#### Entries supplied

---

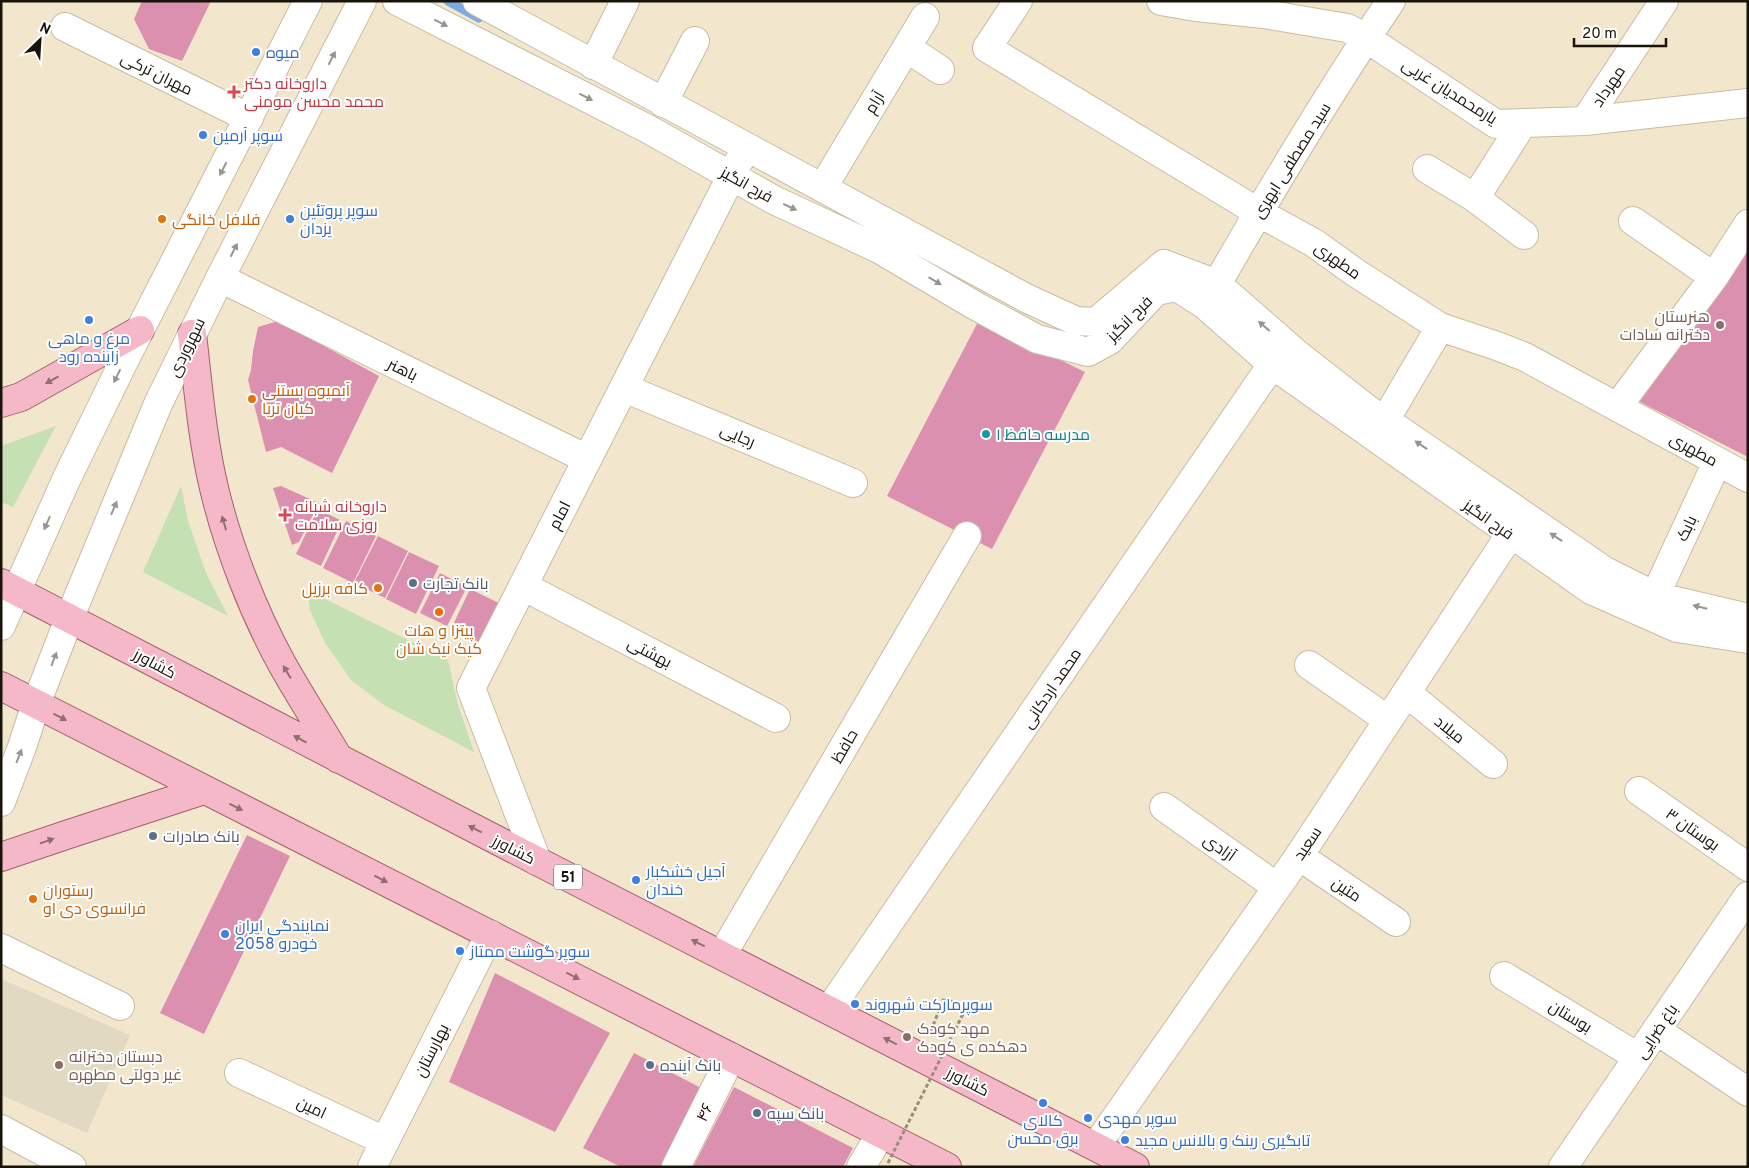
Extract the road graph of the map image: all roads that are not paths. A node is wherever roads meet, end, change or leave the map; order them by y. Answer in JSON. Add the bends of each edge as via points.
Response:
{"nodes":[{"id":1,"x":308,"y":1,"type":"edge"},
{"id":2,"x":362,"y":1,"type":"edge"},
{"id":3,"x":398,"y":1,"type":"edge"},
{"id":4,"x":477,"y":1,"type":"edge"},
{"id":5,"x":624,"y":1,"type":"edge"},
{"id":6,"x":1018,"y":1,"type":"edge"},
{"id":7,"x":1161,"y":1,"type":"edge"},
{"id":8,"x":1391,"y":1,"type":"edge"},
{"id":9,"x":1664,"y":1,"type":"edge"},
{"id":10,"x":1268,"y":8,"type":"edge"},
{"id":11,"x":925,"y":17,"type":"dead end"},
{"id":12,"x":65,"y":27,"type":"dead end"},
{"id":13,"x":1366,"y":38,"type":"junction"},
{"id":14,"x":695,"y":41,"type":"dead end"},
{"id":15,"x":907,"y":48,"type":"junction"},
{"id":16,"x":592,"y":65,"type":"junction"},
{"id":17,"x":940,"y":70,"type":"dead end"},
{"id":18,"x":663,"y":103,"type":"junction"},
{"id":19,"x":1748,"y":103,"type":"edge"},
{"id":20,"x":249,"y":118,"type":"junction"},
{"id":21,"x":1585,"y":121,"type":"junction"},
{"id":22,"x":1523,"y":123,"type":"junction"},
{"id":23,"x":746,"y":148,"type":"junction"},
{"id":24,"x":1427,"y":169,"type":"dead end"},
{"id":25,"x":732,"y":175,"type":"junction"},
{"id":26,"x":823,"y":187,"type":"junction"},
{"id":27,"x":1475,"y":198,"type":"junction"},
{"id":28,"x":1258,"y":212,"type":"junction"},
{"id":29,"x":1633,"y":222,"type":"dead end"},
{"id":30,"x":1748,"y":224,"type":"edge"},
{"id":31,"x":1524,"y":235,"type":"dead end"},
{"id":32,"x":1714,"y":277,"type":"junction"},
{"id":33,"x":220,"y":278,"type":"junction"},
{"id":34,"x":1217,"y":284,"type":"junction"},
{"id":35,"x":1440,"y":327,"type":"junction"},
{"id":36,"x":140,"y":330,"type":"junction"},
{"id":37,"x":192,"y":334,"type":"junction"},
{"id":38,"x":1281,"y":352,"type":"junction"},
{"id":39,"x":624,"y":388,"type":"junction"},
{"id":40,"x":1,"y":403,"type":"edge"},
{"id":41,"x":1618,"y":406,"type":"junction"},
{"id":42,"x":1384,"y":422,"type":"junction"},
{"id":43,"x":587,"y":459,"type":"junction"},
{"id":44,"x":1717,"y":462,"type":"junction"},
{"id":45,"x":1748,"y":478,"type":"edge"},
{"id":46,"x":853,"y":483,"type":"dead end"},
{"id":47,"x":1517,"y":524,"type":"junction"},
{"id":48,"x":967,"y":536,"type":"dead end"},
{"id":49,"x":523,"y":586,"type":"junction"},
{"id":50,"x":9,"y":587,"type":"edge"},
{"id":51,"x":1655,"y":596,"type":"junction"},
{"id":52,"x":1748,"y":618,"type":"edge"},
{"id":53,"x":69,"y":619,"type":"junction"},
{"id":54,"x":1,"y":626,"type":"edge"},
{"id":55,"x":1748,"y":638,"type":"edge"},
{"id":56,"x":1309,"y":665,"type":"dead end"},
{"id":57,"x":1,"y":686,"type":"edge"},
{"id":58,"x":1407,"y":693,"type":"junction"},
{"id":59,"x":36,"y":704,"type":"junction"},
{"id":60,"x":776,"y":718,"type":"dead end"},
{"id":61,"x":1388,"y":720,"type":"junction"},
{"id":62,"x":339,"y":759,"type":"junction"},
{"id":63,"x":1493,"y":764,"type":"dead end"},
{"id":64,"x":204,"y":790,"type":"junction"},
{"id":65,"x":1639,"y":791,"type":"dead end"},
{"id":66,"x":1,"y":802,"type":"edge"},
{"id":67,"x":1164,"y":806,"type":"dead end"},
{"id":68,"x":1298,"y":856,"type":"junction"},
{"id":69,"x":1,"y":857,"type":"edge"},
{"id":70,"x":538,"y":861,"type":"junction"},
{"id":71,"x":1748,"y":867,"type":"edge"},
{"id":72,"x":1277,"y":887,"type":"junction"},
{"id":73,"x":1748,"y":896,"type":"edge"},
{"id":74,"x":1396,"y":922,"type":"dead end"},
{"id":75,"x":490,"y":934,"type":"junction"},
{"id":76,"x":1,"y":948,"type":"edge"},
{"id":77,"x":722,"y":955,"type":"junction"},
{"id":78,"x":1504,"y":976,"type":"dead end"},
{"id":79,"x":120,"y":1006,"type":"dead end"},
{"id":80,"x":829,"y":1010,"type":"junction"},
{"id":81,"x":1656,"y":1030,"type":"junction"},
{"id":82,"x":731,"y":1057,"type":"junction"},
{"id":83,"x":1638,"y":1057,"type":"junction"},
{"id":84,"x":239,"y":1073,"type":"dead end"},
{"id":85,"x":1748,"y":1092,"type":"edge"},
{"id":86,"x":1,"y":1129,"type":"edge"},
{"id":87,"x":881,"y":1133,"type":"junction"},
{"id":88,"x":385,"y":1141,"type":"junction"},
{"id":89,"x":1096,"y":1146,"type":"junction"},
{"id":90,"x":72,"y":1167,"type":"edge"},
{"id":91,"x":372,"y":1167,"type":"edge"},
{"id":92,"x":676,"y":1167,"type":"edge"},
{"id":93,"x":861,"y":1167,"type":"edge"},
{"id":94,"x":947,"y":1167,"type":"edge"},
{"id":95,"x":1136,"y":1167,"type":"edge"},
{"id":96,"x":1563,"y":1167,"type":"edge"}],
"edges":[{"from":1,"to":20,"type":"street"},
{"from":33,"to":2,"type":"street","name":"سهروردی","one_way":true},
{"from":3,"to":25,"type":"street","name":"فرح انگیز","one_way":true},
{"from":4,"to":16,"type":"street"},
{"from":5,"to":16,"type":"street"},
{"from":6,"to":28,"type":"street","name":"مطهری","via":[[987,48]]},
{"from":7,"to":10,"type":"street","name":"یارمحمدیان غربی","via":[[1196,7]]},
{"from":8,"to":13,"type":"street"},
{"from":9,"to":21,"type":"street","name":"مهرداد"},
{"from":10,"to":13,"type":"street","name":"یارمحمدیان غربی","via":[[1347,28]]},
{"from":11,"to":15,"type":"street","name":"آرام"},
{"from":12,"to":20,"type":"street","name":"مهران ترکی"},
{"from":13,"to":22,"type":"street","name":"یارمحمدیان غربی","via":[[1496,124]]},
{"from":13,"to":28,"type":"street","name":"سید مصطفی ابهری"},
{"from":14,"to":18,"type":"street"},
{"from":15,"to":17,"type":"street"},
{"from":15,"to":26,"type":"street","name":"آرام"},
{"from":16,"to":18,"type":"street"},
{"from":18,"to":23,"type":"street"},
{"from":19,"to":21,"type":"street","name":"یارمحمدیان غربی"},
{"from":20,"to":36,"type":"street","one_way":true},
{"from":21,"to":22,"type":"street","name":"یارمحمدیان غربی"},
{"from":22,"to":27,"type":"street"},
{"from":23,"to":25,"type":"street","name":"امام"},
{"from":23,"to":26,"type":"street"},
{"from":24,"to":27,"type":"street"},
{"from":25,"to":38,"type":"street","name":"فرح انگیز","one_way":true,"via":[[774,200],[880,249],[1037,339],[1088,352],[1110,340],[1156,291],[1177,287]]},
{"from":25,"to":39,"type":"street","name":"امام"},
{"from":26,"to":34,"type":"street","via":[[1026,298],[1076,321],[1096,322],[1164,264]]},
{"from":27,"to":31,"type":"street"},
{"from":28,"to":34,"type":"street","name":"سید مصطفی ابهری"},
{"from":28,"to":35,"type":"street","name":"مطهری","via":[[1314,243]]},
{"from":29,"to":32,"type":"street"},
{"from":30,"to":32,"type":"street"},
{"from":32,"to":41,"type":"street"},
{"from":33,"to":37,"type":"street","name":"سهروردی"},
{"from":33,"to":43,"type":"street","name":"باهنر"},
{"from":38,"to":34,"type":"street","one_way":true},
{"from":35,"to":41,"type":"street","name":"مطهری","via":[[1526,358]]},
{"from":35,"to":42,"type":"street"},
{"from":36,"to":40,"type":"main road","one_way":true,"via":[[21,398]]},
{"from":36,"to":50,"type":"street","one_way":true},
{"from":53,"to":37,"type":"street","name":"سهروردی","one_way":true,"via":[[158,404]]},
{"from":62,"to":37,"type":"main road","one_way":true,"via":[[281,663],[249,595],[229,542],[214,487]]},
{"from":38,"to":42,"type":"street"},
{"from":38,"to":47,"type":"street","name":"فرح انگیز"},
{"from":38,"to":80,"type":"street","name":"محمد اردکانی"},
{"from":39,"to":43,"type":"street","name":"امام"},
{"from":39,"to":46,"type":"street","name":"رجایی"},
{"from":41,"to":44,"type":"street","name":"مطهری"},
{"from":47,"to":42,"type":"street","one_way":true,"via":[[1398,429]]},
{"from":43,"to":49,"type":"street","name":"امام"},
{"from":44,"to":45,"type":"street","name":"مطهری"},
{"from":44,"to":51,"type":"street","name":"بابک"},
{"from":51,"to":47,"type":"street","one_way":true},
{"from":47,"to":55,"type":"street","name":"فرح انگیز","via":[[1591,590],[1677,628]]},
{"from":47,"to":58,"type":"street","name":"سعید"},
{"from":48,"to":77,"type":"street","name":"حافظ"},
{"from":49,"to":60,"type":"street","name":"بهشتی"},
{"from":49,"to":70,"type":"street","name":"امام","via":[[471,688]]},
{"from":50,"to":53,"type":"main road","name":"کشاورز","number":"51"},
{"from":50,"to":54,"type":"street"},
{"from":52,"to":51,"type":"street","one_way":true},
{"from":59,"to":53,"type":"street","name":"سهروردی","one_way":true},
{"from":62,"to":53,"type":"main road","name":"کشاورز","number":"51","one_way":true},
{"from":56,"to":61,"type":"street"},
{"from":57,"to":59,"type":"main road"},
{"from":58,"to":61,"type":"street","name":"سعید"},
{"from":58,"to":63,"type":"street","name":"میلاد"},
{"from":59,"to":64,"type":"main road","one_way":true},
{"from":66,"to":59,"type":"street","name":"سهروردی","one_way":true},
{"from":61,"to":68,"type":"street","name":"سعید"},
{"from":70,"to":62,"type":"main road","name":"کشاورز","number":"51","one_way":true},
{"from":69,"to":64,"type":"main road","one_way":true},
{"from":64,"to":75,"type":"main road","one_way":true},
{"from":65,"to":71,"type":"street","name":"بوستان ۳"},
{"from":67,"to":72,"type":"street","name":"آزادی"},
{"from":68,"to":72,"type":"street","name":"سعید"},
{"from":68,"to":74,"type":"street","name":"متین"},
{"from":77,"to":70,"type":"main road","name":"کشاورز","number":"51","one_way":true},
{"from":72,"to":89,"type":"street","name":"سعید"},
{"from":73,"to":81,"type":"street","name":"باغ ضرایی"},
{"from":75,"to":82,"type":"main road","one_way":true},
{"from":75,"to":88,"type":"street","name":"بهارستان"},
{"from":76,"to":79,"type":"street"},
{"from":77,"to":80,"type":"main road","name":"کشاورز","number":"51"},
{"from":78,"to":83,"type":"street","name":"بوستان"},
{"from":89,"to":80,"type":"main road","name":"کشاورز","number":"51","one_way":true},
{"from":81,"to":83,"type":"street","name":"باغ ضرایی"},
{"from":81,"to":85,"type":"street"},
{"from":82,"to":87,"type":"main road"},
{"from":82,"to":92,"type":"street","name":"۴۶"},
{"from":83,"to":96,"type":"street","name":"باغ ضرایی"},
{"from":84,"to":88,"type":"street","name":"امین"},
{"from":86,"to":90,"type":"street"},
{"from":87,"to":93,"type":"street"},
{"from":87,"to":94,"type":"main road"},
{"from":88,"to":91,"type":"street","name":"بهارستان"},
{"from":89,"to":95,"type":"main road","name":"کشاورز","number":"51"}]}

---

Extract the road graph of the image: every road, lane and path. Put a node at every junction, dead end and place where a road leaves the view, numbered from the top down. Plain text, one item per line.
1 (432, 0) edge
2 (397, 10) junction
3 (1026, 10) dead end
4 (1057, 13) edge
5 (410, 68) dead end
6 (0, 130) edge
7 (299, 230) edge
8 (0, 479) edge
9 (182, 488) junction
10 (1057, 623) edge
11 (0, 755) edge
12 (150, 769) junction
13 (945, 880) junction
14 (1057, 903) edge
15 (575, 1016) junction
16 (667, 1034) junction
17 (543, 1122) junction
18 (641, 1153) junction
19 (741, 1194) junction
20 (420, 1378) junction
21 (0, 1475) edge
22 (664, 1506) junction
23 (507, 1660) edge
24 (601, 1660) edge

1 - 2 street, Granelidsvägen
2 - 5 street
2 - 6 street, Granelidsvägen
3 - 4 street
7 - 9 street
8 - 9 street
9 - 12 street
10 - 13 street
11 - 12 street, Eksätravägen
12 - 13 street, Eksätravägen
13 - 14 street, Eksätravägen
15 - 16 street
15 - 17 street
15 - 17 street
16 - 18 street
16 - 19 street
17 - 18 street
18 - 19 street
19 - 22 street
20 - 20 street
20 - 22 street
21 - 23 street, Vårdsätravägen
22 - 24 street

---

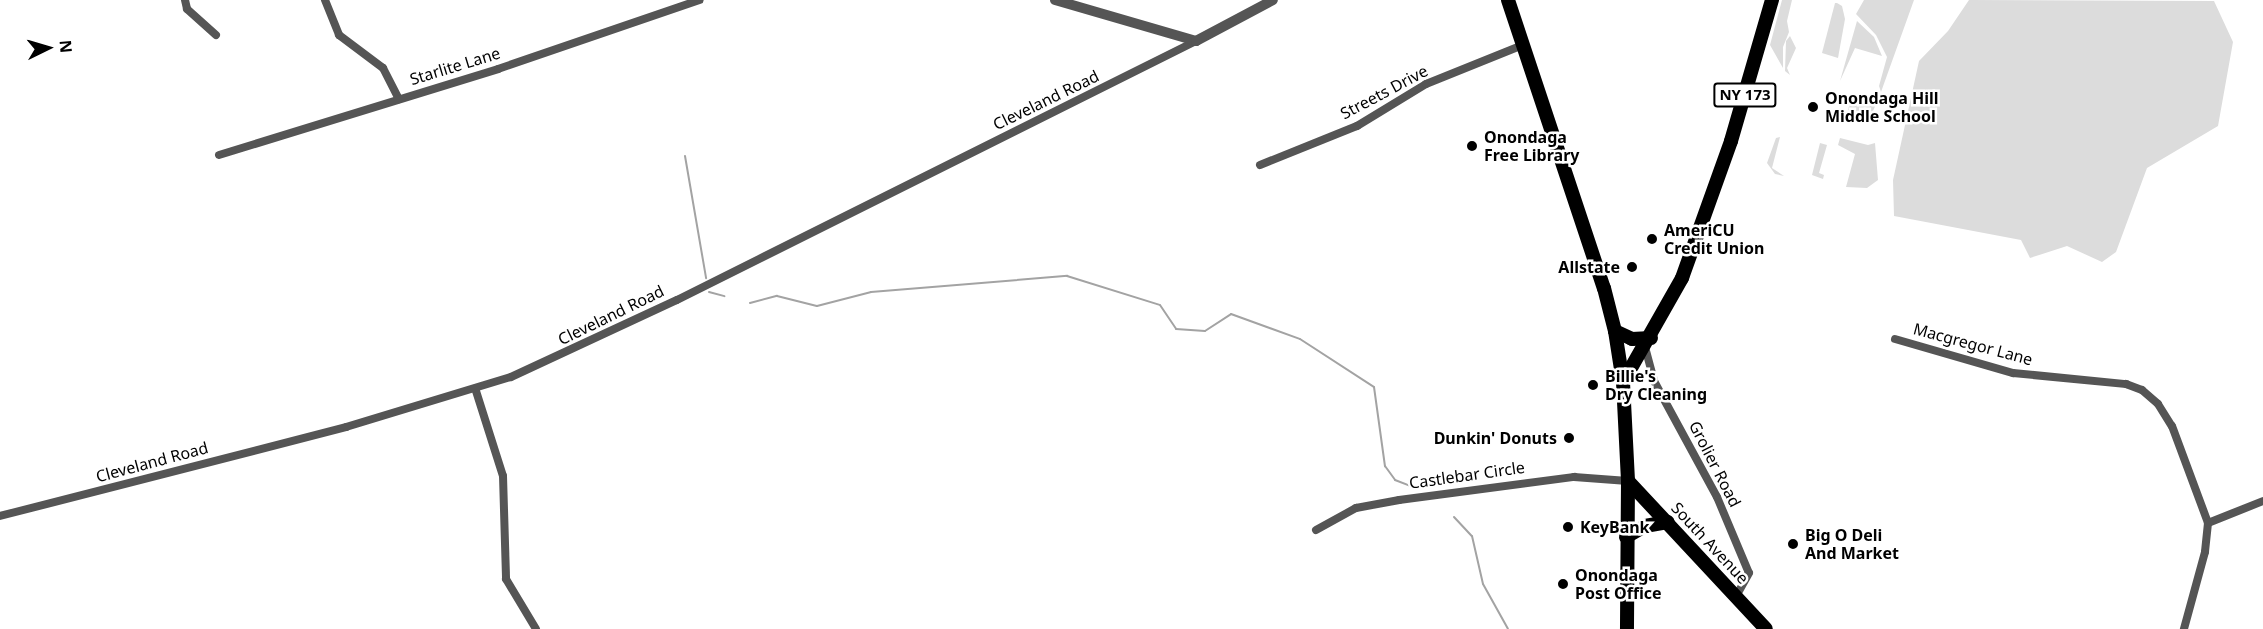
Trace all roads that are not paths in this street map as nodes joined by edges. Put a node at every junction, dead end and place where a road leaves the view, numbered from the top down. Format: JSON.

---

Whichever lines of the records above hold the word "paths" should all be copied out.

Extract the road graph of the map image: all roads that are not paths. A node is wherever roads meet, end, change or leave the map; order them by y. Answer in JSON. Add the bends of each edge as via points.
Trace all roads that are not paths in this street map as nodes joined by edges. Put a node at every junction, dead end and place where a road leaves the view, numbered from the top down. Format: JSON.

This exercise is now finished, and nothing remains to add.